Concealer: How and where you should use it for perfect coverage!

Concealer. Hello beautiful ones, today we’re talking about make up! After my post on eyebrows you’ve been bombarding me with private messages about my daily make up and which products I use etc! So I thought I’d write a tutorial on how to use various products in my make up bag. Today I’m starting off with a basic: concealer!

Concealer is our best friend. Read and repeat, ladies! Often, when we’re first starting out with make up, concealer seems like a secondary product that we don’t really need, and that foundation covers our face well enough for a smooth, flawless finish. In fact, foundation can look too heavy and give you an orange mask, which is definitely not what we’re going for. If you have skin like mine that tends to redden easily, get spots and show capillaries, concealer is for you!!

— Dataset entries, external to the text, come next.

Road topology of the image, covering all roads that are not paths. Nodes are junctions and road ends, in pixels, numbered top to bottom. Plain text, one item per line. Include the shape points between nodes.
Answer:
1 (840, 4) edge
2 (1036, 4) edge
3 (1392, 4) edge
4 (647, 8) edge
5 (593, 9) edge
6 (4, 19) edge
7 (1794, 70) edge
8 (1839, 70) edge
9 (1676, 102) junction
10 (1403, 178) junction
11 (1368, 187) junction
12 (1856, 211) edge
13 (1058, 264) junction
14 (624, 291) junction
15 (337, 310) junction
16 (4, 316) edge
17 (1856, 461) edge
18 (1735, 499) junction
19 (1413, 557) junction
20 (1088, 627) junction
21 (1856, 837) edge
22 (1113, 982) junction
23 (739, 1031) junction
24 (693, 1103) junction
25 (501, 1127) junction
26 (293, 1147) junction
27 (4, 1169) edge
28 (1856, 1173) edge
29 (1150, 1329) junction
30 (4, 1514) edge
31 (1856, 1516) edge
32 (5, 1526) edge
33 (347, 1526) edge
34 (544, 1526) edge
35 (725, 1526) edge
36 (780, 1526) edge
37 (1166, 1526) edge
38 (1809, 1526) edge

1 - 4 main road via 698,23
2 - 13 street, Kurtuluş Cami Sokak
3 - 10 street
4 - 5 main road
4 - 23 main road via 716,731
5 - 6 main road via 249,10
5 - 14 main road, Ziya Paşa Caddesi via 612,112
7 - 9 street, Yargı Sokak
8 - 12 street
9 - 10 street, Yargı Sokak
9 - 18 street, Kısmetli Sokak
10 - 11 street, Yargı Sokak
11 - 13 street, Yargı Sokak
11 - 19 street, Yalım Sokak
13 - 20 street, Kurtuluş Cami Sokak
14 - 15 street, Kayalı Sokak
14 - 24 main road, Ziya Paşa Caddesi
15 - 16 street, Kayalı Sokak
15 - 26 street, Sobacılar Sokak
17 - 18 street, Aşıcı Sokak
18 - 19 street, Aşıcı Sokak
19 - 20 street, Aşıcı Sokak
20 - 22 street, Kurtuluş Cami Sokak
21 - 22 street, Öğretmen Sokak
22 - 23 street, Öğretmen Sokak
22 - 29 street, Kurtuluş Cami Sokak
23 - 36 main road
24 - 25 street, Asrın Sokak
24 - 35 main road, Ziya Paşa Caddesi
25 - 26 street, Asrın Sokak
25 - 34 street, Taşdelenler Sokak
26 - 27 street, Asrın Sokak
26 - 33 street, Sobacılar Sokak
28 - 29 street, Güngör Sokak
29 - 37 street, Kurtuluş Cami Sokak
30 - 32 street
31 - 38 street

Concealer allows you to “delete” imperfections before using foundation. The effect is much more natural. But that’s not all. Concealer is also a useful tool for minimising or highlighting certain parts of our face. Let’s start at the beginning.

HOW TO CHOOSE A CONCEALER

Liquid. Liquid concealer is my favourite because it’s easy to use and covers skin very well. Of all the ones I’ve tried, I prefer DIORSKIN by Dior (See it here). It’s a liquid concealer that comes with a simply applicator: press it onto the imperfection and blend. The coverage is great! If you choose a liquid concealer, make sure it comes with an applicator/brush!

With a brush: brush concealer is super easy to use and I carry one in my bag all the time for last minute touch ups. I tried the Yves Saint Laurent one (that I talked more about here) that is highlighting and brightening at the same time. I’d recommend it for people with very few imperfections. Otherwise use it simultaneously with a liquid foundation that gives better coverage. But it’s great!

Compact: I’ve honestly never used compact concealer. Use it with a little brush that’s soft and flat.

Mineral make up: for me this one is the least practical of all. Mineral make up foundation is brilliant and I use it a lot, but concealer is a specific and precise job, and so I find mineral make up a bit too messy and powdery for this. But it’s still a great product, use it with a flat brush!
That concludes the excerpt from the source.